Its title apparently refers to what Byallo calls "different stages I've passed through as a person, people I've known, places I've been, tastes I've had and changed..." This translates to the kind of deep, techy, tribal sound that has been around for a while on the West Coast. There are traces of the sounds of imprints like Siesta and Jump that made the area such a hotbed in the early 21st century and, even though they were from southern California—San Diego and San Jose respectively—they are still closer in spirit to what Byallo is doing here rather than labels like Panhandle, who tried to transplant Chicago to San Francisco.

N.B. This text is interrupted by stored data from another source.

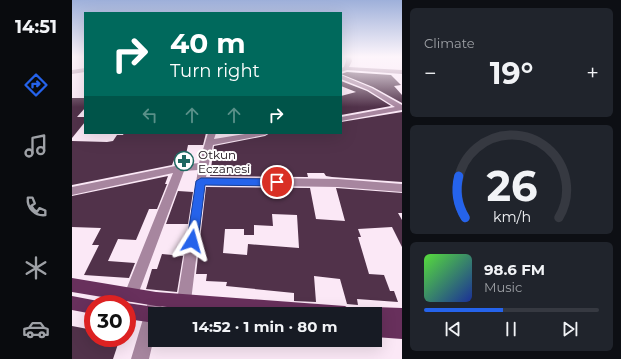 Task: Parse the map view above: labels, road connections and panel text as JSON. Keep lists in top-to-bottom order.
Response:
{
  "places": {
    "pharmacy": ["Otkun Eczanesi"]
  },
  "page": {
    "tabs": "14:51",
    "tile": "Climate",
    "turn": ["40 m", "Turn right"],
    "heat": ["−", "19°", "+"],
    "song": ["98.6 FM", "Music"],
    "limit": "30",
    "trip": "14:52 · 1 min · 80 m",
    "gauge": ["26", "km/h"]
  }
} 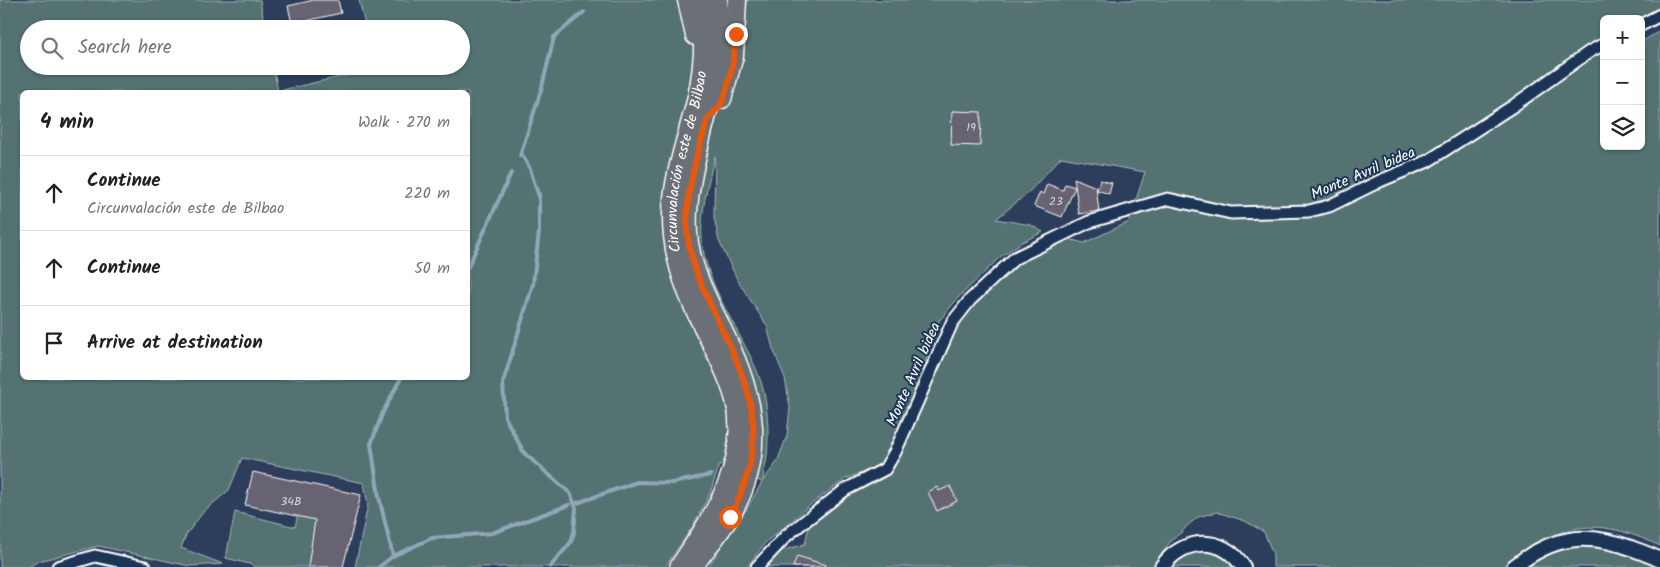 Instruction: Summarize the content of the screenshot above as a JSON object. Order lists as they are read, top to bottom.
{
  "streets": {
    "main road": ["Circunvalación este de Bilbao"],
    "street": ["Monte Avril bidea"]
  },
  "house_numbers": ["19", "23", "34B"],
  "page": {
    "map_buttons": ["+", "−"],
    "search": "Search here",
    "heading": ["4 min", "Walk · 270 m"],
    "list": [
      ["Continue", "Circunvalación este de Bilbao", "220 m"],
      ["Continue", "50 m"],
      "Arrive at destination"
    ]
  }
} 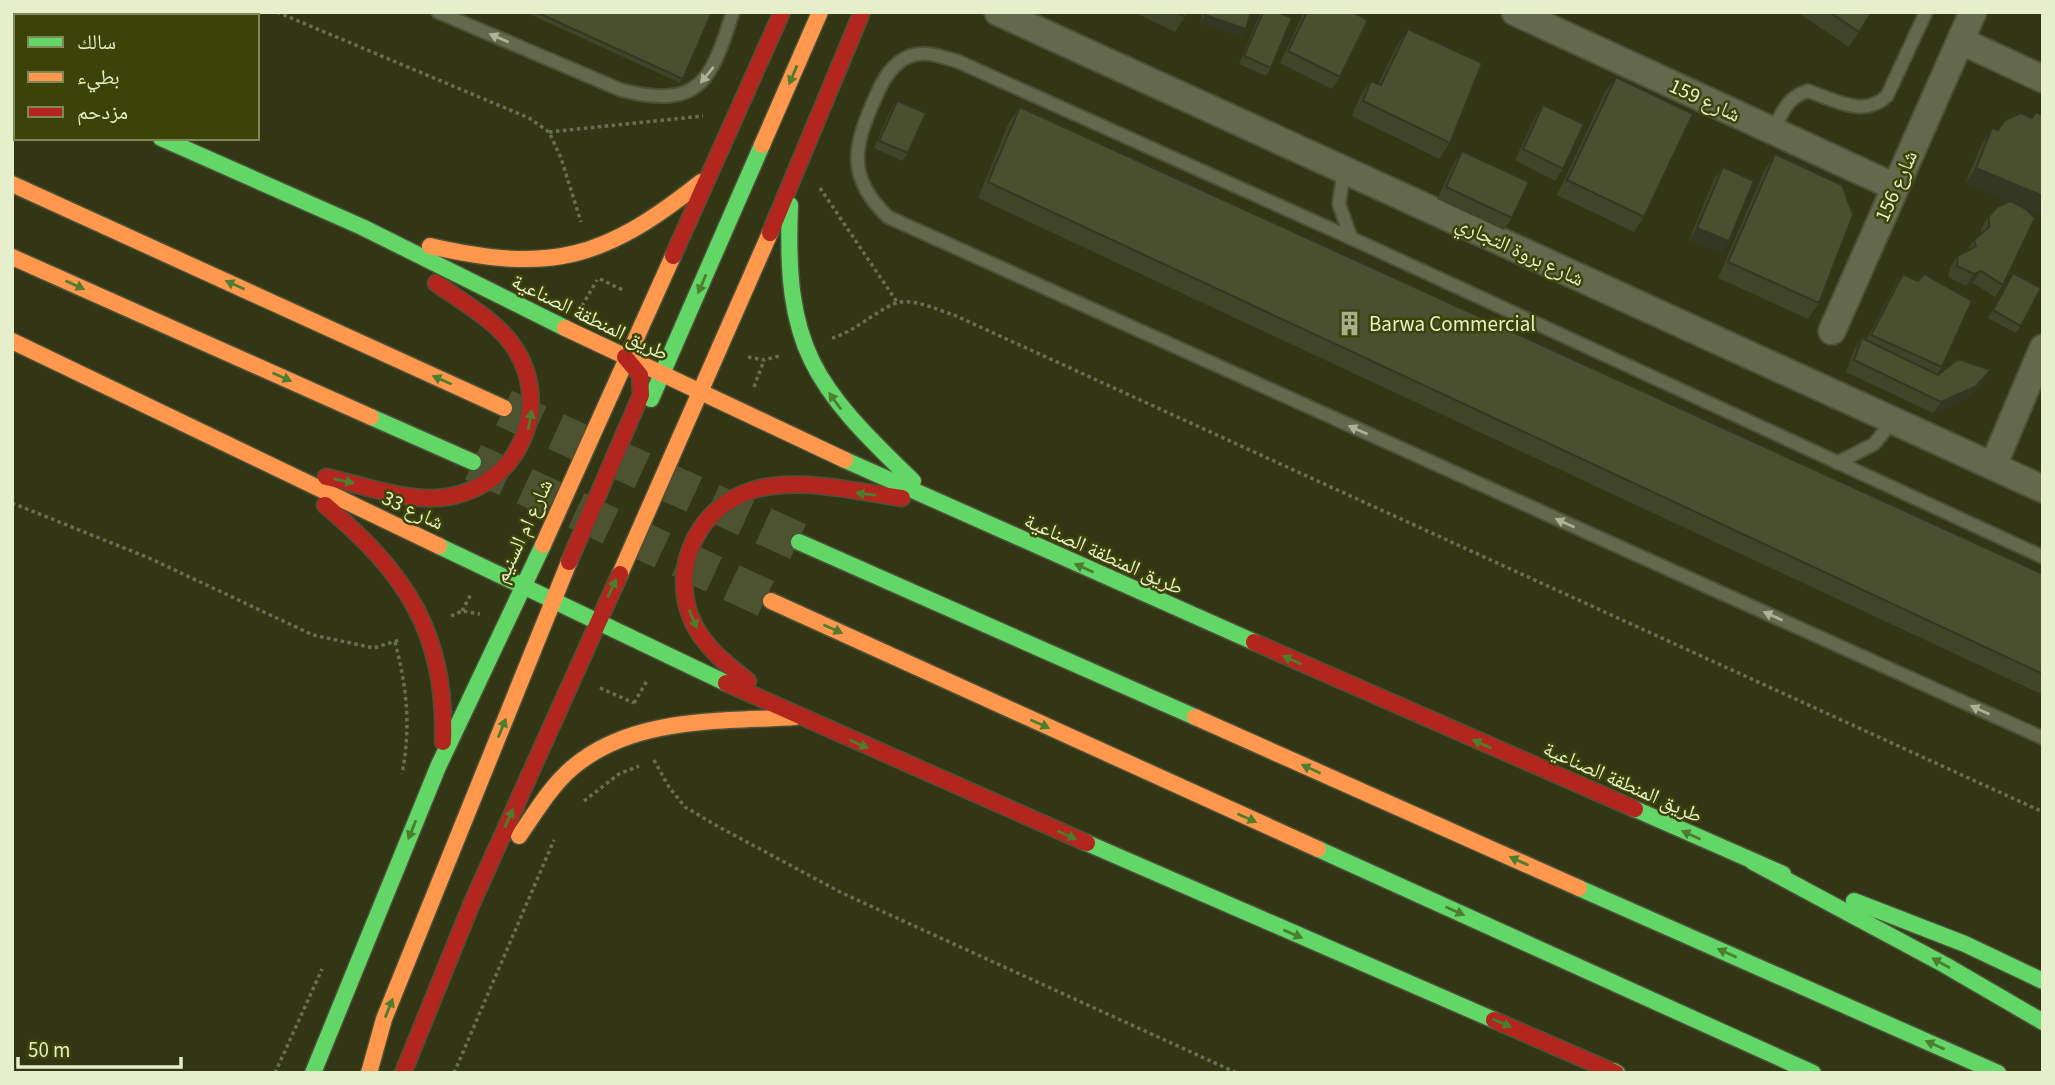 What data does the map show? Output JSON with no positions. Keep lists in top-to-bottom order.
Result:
{
  "streets": {
    "main road": ["طريق المنطقة الصناعية", "شارع 33", "شارع ام السنيم"],
    "street": ["شارع 159", "شارع 156", "شارع بروة التجاري"]
  },
  "crossings": [
    ["شارع 159", "شارع 156"],
    ["طريق المنطقة الصناعية", "شارع ام السنيم"],
    ["شارع 33", "شارع ام السنيم"]
  ],
  "places": {
    "building": ["Barwa Commercial"]
  },
  "legend": ["سالك", "بطيء", "مزدحم"],
  "scale_bar": "50 m"
} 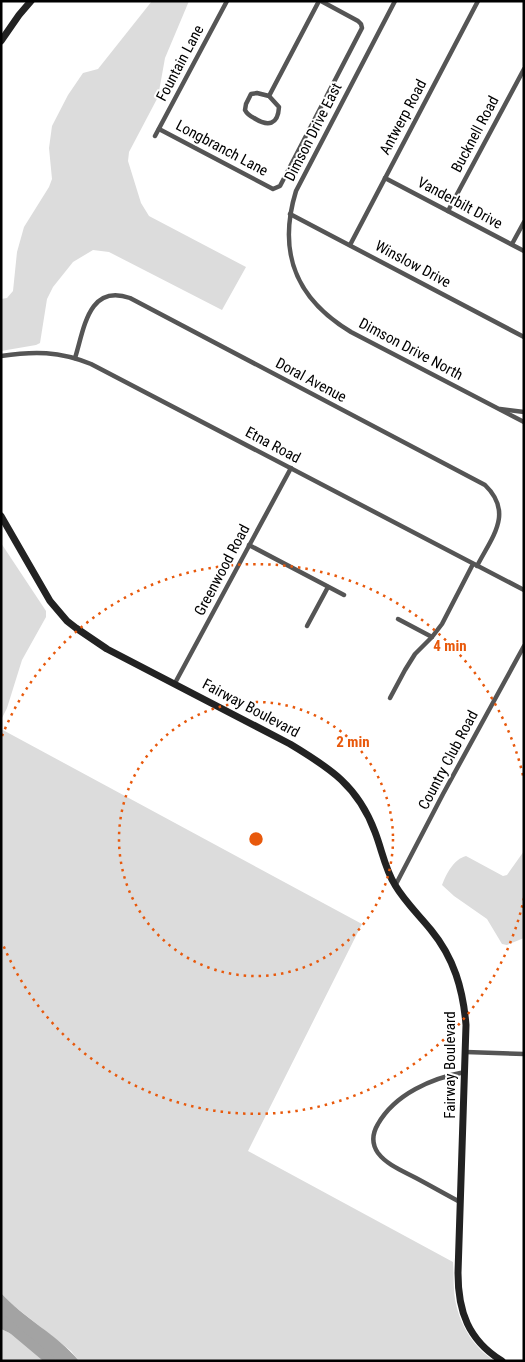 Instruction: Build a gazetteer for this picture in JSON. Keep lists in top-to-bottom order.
{
  "streets": {
    "street": [
      "Fountain Lane",
      "Antwerp Road",
      "Dimson Drive East",
      "Bucknell Road",
      "Longbranch Lane",
      "Vanderbilt Drive",
      "Winslow Drive",
      "Dimson Drive North",
      "Doral Avenue",
      "Etna Road",
      "Greenwood Road",
      "Fairway Boulevard",
      "Country Club Road"
    ]
  },
  "crossings": [
    ["Fountain Lane", "Longbranch Lane"],
    ["Antwerp Road", "Vanderbilt Drive"],
    ["Antwerp Road", "Winslow Drive"],
    ["Dimson Drive East", "Winslow Drive"],
    ["Dimson Drive East", "Dimson Drive North"],
    ["Bucknell Road", "Vanderbilt Drive"],
    ["Doral Avenue", "Etna Road"],
    ["Etna Road", "Greenwood Road"],
    ["Greenwood Road", "Fairway Boulevard"],
    ["Fairway Boulevard", "Country Club Road"]
  ],
  "rings": ["4 min", "2 min"]
}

Even though it's a very assured release, it's difficult to pick out a highlight—every track has groove in spades and will undoubtedly prove to be distinctly useful. Tracks like "Bebring" race along like Tron. "Ring in the Dead" has Byallo solemnly intoning some sort of mission statement but, like the rest of the album, it doesn't sound self-indulgent in the least. The heavy kick of "War Zero" is one of the most aggressive motifs here, but balance is provided by ethereal synth washes and a flat but potent stab. "Borderline" races headlong into the mist and gloom and has a melancholic air, while the wonderfully titled "Casual Sax" keeps the sax to a dubbed-out minimum, thus avoiding any Kenny G comparisons. "The Hello Track" stays the right side of cheese as well with a driving backing track that serves as a platform for a simple and predictable incantation.
Brick by Brick is clearly an album, not a collection of hit singles. Even so, I can see most of these tracks standing out on the dance floor as "Alland Byallo productions" due to their energy and detail. Years of being at the helm of [KONTROL] have clearly given Byallo a valuable insight into how to work the crowd. It's not always easy to transfer that knowledge to the finished product, but Brick by Brick has made it sound effortless.